_TASK PROMPT_: Transcribe the entries below exactly; leave every image out.

_MATERIAL PROVIDED_:
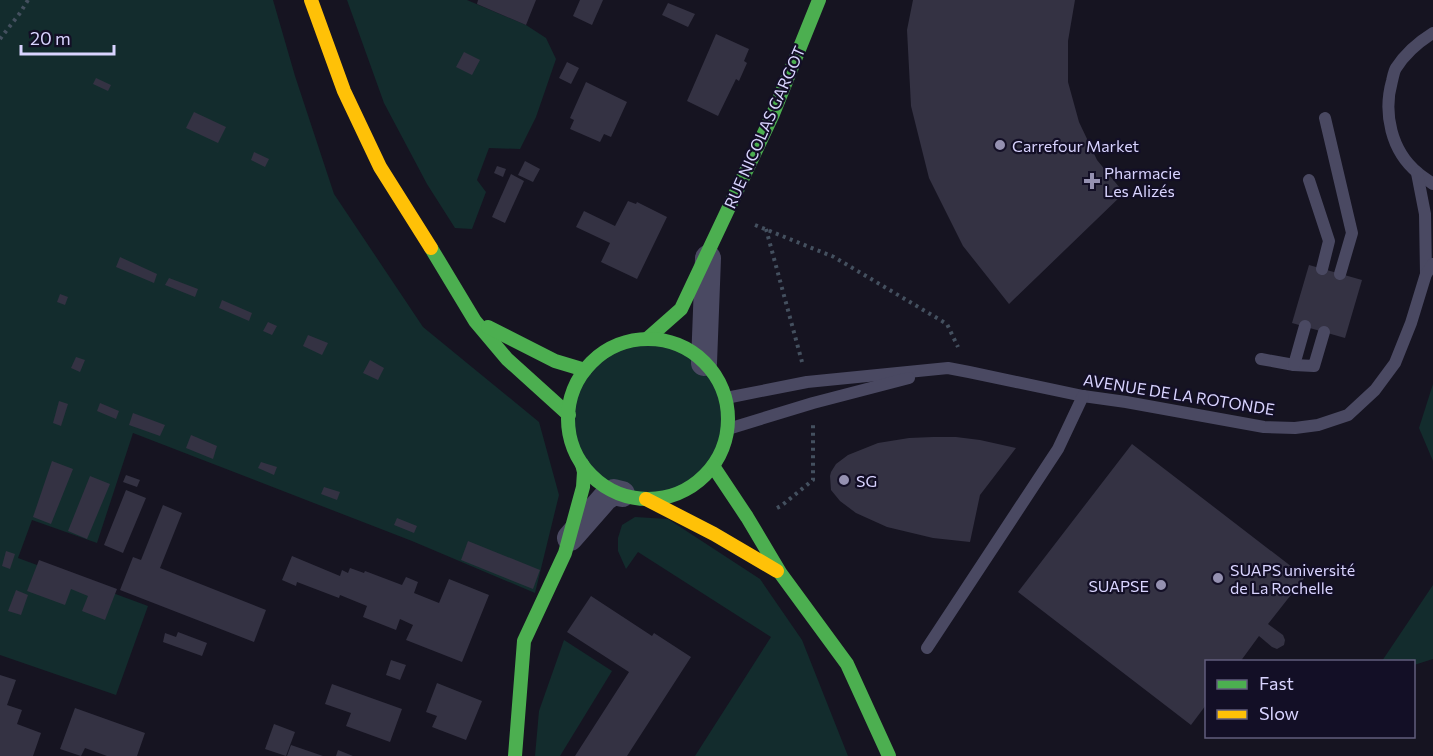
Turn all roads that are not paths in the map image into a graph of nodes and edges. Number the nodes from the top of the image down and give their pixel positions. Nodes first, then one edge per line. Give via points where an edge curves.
1 (311, 0) edge
2 (819, 0) edge
3 (1433, 33) edge
4 (1325, 118) dead end
5 (1417, 173) junction
6 (1309, 180) dead end
7 (1433, 184) edge
8 (708, 254) junction
9 (1322, 269) dead end
10 (1430, 269) edge
11 (1340, 274) dead end
12 (475, 321) junction
13 (1305, 326) dead end
14 (1324, 332) dead end
15 (647, 339) junction
16 (1261, 359) dead end
17 (704, 363) junction
18 (1294, 365) junction
19 (948, 369) junction
20 (585, 370) junction
21 (1083, 396) junction
22 (726, 398) junction
23 (568, 416) junction
24 (728, 429) junction
25 (582, 464) junction
26 (713, 465) junction
27 (634, 497) junction
28 (568, 540) junction
29 (781, 574) junction
30 (927, 648) dead end
31 (515, 756) edge
32 (889, 756) edge

1 - 12 main road via 344,91 380,167
2 - 8 main road, RUE NICOLAS GARGOT via 773,114
3 - 5 lane via 1420,41 1396,69 1390,89 1391,132 1401,154
4 - 11 lane via 1352,233
5 - 7 lane
5 - 10 lane, AVENUE DE LA ROTONDE
6 - 9 lane via 1329,241
8 - 15 main road, RUE NICOLAS GARGOT via 681,309
8 - 17 street, RUE NICOLAS GARGOT
10 - 21 lane, AVENUE DE LA ROTONDE via 1395,363 1375,390 1348,415 1318,425 1264,427
12 - 20 main road via 555,361
12 - 23 main road via 507,359
13 - 18 lane
14 - 18 lane via 1314,366
15 - 17 main road via 678,344
15 - 20 main road via 612,347
16 - 18 lane
17 - 22 main road
19 - 21 lane, AVENUE DE LA ROTONDE
19 - 22 lane, AVENUE DE LA ROTONDE via 807,382
19 - 24 lane, AVENUE DE LA ROTONDE
20 - 23 main road via 576,384
21 - 30 lane via 1058,449
22 - 24 main road
23 - 25 main road via 572,441
24 - 26 main road
25 - 27 main road via 610,489
25 - 28 main road via 583,487
26 - 27 main road via 695,484 672,495
26 - 29 main road
27 - 28 street via 614,492
27 - 29 main road via 714,534
28 - 31 main road via 524,641
29 - 32 main road via 847,664

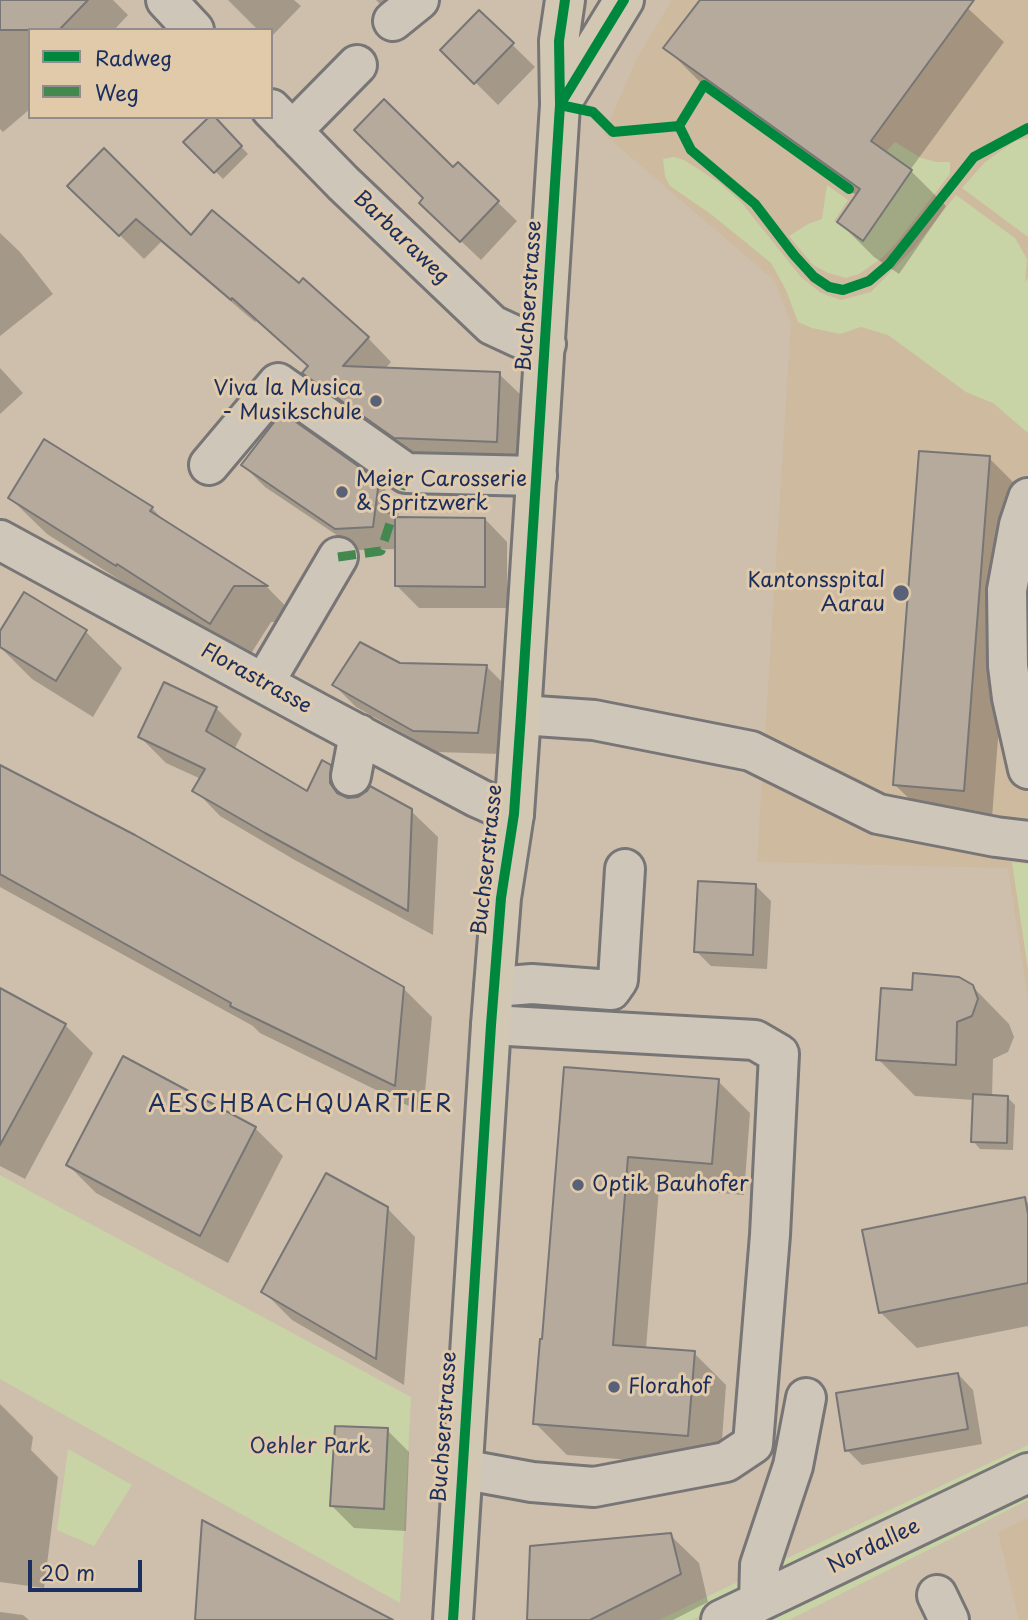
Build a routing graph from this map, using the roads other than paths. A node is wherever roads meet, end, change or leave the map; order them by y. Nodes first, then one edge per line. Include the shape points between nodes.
1 (166, 0) edge
2 (565, 0) edge
3 (624, 0) edge
4 (192, 28) edge
5 (357, 65) dead end
6 (561, 105) junction
7 (282, 120) edge
8 (546, 344) junction
9 (209, 465) dead end
10 (537, 476) junction
11 (1028, 498) edge
12 (0, 540) edge
13 (338, 557) dead end
14 (264, 683) junction
15 (1020, 695) edge
16 (521, 715) junction
17 (359, 734) junction
18 (1028, 769) edge
19 (351, 776) dead end
20 (514, 814) junction
21 (1028, 841) edge
22 (625, 869) dead end
23 (494, 987) junction
24 (491, 1025) junction
25 (806, 1398) dead end
26 (461, 1469) junction
27 (1028, 1473) edge
28 (759, 1602) junction
29 (453, 1620) edge
30 (721, 1620) edge

1 - 4 street
2 - 6 main road, Buchserstrasse via 559,41
3 - 6 main road, Buchserstrasse
5 - 7 street
6 - 8 main road, Buchserstrasse
7 - 8 street, Barbaraweg via 492,325
8 - 10 main road, Buchserstrasse
9 - 10 street via 278,383 405,474
10 - 16 main road, Buchserstrasse
11 - 15 street via 1007,590 1008,666
12 - 14 street, Florastrasse
13 - 14 street
14 - 17 street, Florastrasse
15 - 18 street
16 - 20 main road, Buchserstrasse
16 - 21 street via 594,719 751,751 878,814
17 - 19 street
17 - 20 street, Florastrasse
20 - 23 main road, Buchserstrasse
22 - 23 street via 618,980 611,990 532,984
23 - 24 main road, Buchserstrasse
24 - 26 main road, Buchserstrasse
24 - 26 street via 755,1040 779,1054 770,1235 753,1444 726,1462 594,1487
25 - 28 street via 793,1466 760,1565
26 - 29 main road, Buchserstrasse
27 - 28 street, Nordallee
28 - 30 street, Nordallee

_FINAL ANSWER_:
Turn all roads that are not paths in the map image into a graph of nodes and edges. Number the nodes from the top of the image down and give their pixel positions. Nodes first, then one edge per line. Give via points where an edge curves.
1 (311, 0) edge
2 (819, 0) edge
3 (1433, 33) edge
4 (1325, 118) dead end
5 (1417, 173) junction
6 (1309, 180) dead end
7 (1433, 184) edge
8 (708, 254) junction
9 (1322, 269) dead end
10 (1430, 269) edge
11 (1340, 274) dead end
12 (475, 321) junction
13 (1305, 326) dead end
14 (1324, 332) dead end
15 (647, 339) junction
16 (1261, 359) dead end
17 (704, 363) junction
18 (1294, 365) junction
19 (948, 369) junction
20 (585, 370) junction
21 (1083, 396) junction
22 (726, 398) junction
23 (568, 416) junction
24 (728, 429) junction
25 (582, 464) junction
26 (713, 465) junction
27 (634, 497) junction
28 (568, 540) junction
29 (781, 574) junction
30 (927, 648) dead end
31 (515, 756) edge
32 (889, 756) edge

1 - 12 main road via 344,91 380,167
2 - 8 main road, RUE NICOLAS GARGOT via 773,114
3 - 5 lane via 1420,41 1396,69 1390,89 1391,132 1401,154
4 - 11 lane via 1352,233
5 - 7 lane
5 - 10 lane, AVENUE DE LA ROTONDE
6 - 9 lane via 1329,241
8 - 15 main road, RUE NICOLAS GARGOT via 681,309
8 - 17 street, RUE NICOLAS GARGOT
10 - 21 lane, AVENUE DE LA ROTONDE via 1395,363 1375,390 1348,415 1318,425 1264,427
12 - 20 main road via 555,361
12 - 23 main road via 507,359
13 - 18 lane
14 - 18 lane via 1314,366
15 - 17 main road via 678,344
15 - 20 main road via 612,347
16 - 18 lane
17 - 22 main road
19 - 21 lane, AVENUE DE LA ROTONDE
19 - 22 lane, AVENUE DE LA ROTONDE via 807,382
19 - 24 lane, AVENUE DE LA ROTONDE
20 - 23 main road via 576,384
21 - 30 lane via 1058,449
22 - 24 main road
23 - 25 main road via 572,441
24 - 26 main road
25 - 27 main road via 610,489
25 - 28 main road via 583,487
26 - 27 main road via 695,484 672,495
26 - 29 main road
27 - 28 street via 614,492
27 - 29 main road via 714,534
28 - 31 main road via 524,641
29 - 32 main road via 847,664

Build a routing graph from this map, using the roads other than paths. A node is wherever roads meet, end, change or leave the map; order them by y. Nodes first, then one edge per line. Include the shape points between nodes.
1 (166, 0) edge
2 (565, 0) edge
3 (624, 0) edge
4 (192, 28) edge
5 (357, 65) dead end
6 (561, 105) junction
7 (282, 120) edge
8 (546, 344) junction
9 (209, 465) dead end
10 (537, 476) junction
11 (1028, 498) edge
12 (0, 540) edge
13 (338, 557) dead end
14 (264, 683) junction
15 (1020, 695) edge
16 (521, 715) junction
17 (359, 734) junction
18 (1028, 769) edge
19 (351, 776) dead end
20 (514, 814) junction
21 (1028, 841) edge
22 (625, 869) dead end
23 (494, 987) junction
24 (491, 1025) junction
25 (806, 1398) dead end
26 (461, 1469) junction
27 (1028, 1473) edge
28 (759, 1602) junction
29 (453, 1620) edge
30 (721, 1620) edge

1 - 4 street
2 - 6 main road, Buchserstrasse via 559,41
3 - 6 main road, Buchserstrasse
5 - 7 street
6 - 8 main road, Buchserstrasse
7 - 8 street, Barbaraweg via 492,325
8 - 10 main road, Buchserstrasse
9 - 10 street via 278,383 405,474
10 - 16 main road, Buchserstrasse
11 - 15 street via 1007,590 1008,666
12 - 14 street, Florastrasse
13 - 14 street
14 - 17 street, Florastrasse
15 - 18 street
16 - 20 main road, Buchserstrasse
16 - 21 street via 594,719 751,751 878,814
17 - 19 street
17 - 20 street, Florastrasse
20 - 23 main road, Buchserstrasse
22 - 23 street via 618,980 611,990 532,984
23 - 24 main road, Buchserstrasse
24 - 26 main road, Buchserstrasse
24 - 26 street via 755,1040 779,1054 770,1235 753,1444 726,1462 594,1487
25 - 28 street via 793,1466 760,1565
26 - 29 main road, Buchserstrasse
27 - 28 street, Nordallee
28 - 30 street, Nordallee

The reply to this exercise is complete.